Protections for people with preexisting health conditions can destabilize health insurance markets because these protections encourage people to sign up for coverage only when they need care. The ACA addresses this by requiring those who can afford it to buy insurance even if they’re not sick and imposing a penalty on those who fail to make timely coverage purchases. The mandate has been quite effective because people may or may not believe they will need health insurance, but they can be sure they will have to pay a penalty at tax time if they don’t purchase it.

The ACA’s mandate worked. Although some have argued the law’s penalties are insufficient, the evidence indicates that they did lead young, healthy people who could afford coverage to buy insurance. In 2013, just before implementation of the ACA reforms, the uninsured rate among college-educated men ages 26 to 34—the group most likely to be able to afford coverage but not see it as a priority—was 6.9 percent. By 2015, during the first full year of the mandate, that rate had dropped to 3.8 percent, a decline of 45 percent (Exhibit 1).

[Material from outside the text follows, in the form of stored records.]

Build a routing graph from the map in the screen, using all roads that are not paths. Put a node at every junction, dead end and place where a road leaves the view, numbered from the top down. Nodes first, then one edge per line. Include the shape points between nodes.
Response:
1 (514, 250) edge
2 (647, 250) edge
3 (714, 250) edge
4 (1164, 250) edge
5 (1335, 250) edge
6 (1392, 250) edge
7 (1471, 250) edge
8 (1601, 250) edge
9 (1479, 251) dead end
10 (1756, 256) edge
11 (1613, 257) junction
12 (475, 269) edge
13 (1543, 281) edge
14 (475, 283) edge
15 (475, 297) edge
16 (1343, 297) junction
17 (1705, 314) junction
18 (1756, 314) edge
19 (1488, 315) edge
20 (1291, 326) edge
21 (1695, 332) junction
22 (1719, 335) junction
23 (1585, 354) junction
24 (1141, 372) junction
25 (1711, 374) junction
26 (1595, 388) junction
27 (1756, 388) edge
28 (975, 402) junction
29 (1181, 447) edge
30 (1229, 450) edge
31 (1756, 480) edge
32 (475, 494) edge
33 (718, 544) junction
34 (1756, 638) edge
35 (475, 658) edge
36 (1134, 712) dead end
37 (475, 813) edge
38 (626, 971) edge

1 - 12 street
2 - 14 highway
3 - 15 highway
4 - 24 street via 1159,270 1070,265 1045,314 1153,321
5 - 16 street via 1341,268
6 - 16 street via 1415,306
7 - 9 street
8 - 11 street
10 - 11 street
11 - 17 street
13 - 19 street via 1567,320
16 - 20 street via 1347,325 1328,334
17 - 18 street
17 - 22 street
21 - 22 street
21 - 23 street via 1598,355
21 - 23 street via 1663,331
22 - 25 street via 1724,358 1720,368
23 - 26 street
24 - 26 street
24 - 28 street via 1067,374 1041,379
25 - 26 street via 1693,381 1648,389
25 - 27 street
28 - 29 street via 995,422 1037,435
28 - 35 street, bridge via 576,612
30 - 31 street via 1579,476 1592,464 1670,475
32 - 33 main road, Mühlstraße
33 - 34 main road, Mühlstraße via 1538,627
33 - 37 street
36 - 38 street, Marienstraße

Republican proposals would replace the individual mandate with provisions that penalize people who don’t maintain continuous coverage, either by forcing them to pay a premium surcharge when they do sign up for coverage (House plan), or forcing them to wait six months for coverage (Senate plan). These proposals would therefore replace the ACA’s modest but predictable assessment with larger but far-off, uncertain penalties for not buying coverage.

Studies over more than half a century consistently show that in most situations people are more responsive to immediate and certain consequences than they are to far-off, uncertain ones.1 That result is even stronger in the context of our fragmented health care system. For the Republican penalties to encourage continuous coverage, people must believe there’s a good chance they’ll face consequences if they delay purchasing insurance. But in our health care system, they know they probably won’t.

In the individual insurance market, prior to the ACA’s reforms, penalties for delaying insurance were large, far-off, and uncertain—as in the current Republican proposals. Just as in the current Republican proposals, coverage in the nongroup market before the ACA was guaranteed renewable, meaning that once in the market, people could continue to obtain coverage at prices that did not reflect changes in their health status. But before the ACA, when people first entered the nongroup market after being uninsured, insurers could lock out those with health conditions, exclude preexisting conditions, or charge any level of premiums they wanted. Those very costly consequences ought to have provided a strong inducement to avoid breaks in coverage. But the reality is that very few people actually faced those consequences. Over a seven-year period, just 15 percent of those who lost their health insurance coverage ultimately made their way to the individual market (Exhibit 2). Instead, most people who switched coverage eventually moved to employer plans (as policyholders or dependents) or to Medicaid or Medicare, which have few penalties for delaying the purchase of insurance.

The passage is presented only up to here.